Claw-Eval-Live:針對演進中真實世界工作流程的即時代理基準測試
Claw-Eval-Live: A Live Agent Benchmark for Evolving Real-World Workflows
April 30, 2026
作者: Chenxin Li, Zhengyang Tang, Huangxin Lin, Yunlong Lin, Shijue Huang, Shengyuan Liu, Bowen Ye, Rang Li, Lei Li, Benyou Wang, Yixuan Yuan
cs.AI
摘要
大型語言模型代理被預期能完成跨越軟體工具、商業服務和本地工作空間的端到端工作單元。然而現有的多數代理基準測試在發布時就固化了一套精選任務集,且主要評估最終回應,難以針對演進的工作流程需求來評測代理,也難以驗證任務是否被正確執行。我們推出Claw-Eval-Live——一個面向工作流程代理的動態基準測試框架,其將可刷新的信號層(根據公開工作流程需求信號跨版本更新)與可重現的時間戳版本快照相分離。每個版本均基於公開工作流程需求信號構建,採用當前版本中ClawHub Top-500技能,並具體化為具備固定裝置、服務、工作空間和評分機制的受控任務。在評分方面,Claw-Eval-Live記錄執行軌跡、審計日誌、服務狀態及運行後的工作空間產物,當證據充足時採用確定性檢查,僅對語義維度使用結構化LLM評判。該版本包含105個涵蓋受控商業服務與本地工作空間修復的任務,並依據統一的公開通過規則對13個前沿模型進行評估。實驗表明可靠的流程自動化遠未解決:領先模型僅通過66.7%的任務,且無模型達到70%通過率。
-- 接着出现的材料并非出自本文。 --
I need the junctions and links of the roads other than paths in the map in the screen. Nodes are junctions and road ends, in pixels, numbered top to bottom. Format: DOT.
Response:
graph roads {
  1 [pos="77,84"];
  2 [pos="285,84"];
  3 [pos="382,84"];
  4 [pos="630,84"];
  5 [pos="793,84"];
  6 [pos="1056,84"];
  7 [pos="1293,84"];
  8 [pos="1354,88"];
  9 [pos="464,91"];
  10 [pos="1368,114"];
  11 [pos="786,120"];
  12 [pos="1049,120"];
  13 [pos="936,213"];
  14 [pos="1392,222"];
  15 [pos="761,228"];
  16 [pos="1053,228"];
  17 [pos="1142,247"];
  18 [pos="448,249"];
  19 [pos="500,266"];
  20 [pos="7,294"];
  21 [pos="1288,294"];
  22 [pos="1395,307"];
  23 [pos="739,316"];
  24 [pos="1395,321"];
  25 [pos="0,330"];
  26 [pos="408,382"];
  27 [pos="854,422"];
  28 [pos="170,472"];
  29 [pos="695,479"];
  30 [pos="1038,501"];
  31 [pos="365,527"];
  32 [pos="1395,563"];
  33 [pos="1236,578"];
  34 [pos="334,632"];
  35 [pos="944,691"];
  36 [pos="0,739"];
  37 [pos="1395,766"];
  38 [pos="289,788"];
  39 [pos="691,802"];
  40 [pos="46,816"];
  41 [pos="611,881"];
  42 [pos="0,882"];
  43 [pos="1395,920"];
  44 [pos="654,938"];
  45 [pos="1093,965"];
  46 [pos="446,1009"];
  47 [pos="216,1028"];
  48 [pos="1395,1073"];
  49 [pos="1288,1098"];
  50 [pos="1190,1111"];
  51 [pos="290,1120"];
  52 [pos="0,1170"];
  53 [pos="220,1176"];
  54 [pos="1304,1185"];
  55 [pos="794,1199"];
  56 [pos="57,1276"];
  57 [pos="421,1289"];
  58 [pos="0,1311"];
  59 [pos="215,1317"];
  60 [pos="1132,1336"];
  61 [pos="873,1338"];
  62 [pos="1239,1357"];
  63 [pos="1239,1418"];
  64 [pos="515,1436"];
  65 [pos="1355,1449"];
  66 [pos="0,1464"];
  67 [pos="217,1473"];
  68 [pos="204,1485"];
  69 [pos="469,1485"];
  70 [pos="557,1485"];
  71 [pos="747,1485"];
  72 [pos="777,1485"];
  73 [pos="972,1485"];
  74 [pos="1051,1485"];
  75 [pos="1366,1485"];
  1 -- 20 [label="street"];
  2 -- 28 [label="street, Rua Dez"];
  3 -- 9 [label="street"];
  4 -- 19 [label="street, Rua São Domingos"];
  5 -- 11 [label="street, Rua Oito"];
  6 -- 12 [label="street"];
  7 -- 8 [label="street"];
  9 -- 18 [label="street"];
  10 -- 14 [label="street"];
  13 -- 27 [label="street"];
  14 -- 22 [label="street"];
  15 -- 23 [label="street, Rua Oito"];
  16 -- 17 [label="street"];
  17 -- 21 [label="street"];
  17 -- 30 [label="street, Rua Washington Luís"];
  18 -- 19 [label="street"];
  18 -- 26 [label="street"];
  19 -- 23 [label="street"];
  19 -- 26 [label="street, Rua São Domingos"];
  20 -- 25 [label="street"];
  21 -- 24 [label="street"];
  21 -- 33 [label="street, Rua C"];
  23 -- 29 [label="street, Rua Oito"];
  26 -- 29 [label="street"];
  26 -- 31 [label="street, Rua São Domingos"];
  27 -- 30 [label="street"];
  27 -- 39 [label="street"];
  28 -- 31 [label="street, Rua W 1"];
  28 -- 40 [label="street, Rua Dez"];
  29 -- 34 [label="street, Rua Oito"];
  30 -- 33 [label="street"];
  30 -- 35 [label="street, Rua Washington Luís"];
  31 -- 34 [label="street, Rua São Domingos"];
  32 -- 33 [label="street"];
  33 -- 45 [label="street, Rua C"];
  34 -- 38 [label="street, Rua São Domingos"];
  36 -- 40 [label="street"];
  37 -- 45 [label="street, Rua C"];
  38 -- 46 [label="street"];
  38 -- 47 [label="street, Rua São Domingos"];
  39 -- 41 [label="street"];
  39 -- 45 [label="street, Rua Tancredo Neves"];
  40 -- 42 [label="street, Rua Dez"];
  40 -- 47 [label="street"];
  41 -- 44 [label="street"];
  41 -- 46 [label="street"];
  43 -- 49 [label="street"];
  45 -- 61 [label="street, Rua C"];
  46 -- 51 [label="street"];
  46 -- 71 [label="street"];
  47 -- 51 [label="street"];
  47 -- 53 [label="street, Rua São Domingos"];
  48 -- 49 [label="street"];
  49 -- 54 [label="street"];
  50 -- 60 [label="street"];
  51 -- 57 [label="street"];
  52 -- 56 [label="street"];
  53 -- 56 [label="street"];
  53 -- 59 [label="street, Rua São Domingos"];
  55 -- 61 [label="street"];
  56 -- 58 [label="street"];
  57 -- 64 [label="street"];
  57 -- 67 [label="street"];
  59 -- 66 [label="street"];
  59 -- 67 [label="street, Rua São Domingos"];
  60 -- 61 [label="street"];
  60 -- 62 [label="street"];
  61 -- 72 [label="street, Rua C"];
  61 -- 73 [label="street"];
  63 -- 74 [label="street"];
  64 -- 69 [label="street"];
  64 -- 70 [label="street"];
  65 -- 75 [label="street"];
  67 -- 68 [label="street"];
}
失敗模式按任務族系和執行介面呈現結構化特徵,人力資源、管理及多系統商業工作流程為持續瓶頸,而本地工作空間修復相對容易但尚未飽和。僅憑排行榜排名不足為憑,因為通過率相近的模型在整體完成度上可能出現分化,且任務級區分度集中於中等難度區間。Claw-Eval-Live表明工作流程代理評估應雙重錨定於新鮮的外部需求與可驗證的代理行動。
English
LLM agents are expected to complete end-to-end units of work across software tools, business services, and local workspaces. Yet many agent benchmarks freeze a curated task set at release time and grade mainly the final response, making it difficult to evaluate agents against evolving workflow demand or verify whether a task was executed. We introduce Claw-Eval-Live, a live benchmark for workflow agents that separates a refreshable signal layer, updated across releases from public workflow-demand signals, from a reproducible, time-stamped release snapshot. Each release is constructed from public workflow-demand signals, with ClawHub Top-500 skills used in the current release, and materialized as controlled tasks with fixed fixtures, services, workspaces, and graders. For grading, Claw-Eval-Live records execution traces, audit logs, service state, and post-run workspace artifacts, using deterministic checks when evidence is sufficient and structured LLM judging only for semantic dimensions. The release contains 105 tasks spanning controlled business services and local workspace repair, and evaluates 13 frontier models under a shared public pass rule. Experiments reveal that reliable workflow automation remains far from solved: the leading model passes only 66.7% of tasks and no model reaches 70%. Failures are structured by task family and execution surface, with HR, management, and multi-system business workflows as persistent bottlenecks and local workspace repair comparatively easier but unsaturated. Leaderboard rank alone is insufficient because models with similar pass rates can diverge in overall completion, and task-level discrimination concentrates in a middle band of tasks. Claw-Eval-Live suggests that workflow-agent evaluation should be grounded twice, in fresh external demand and in verifiable agent action.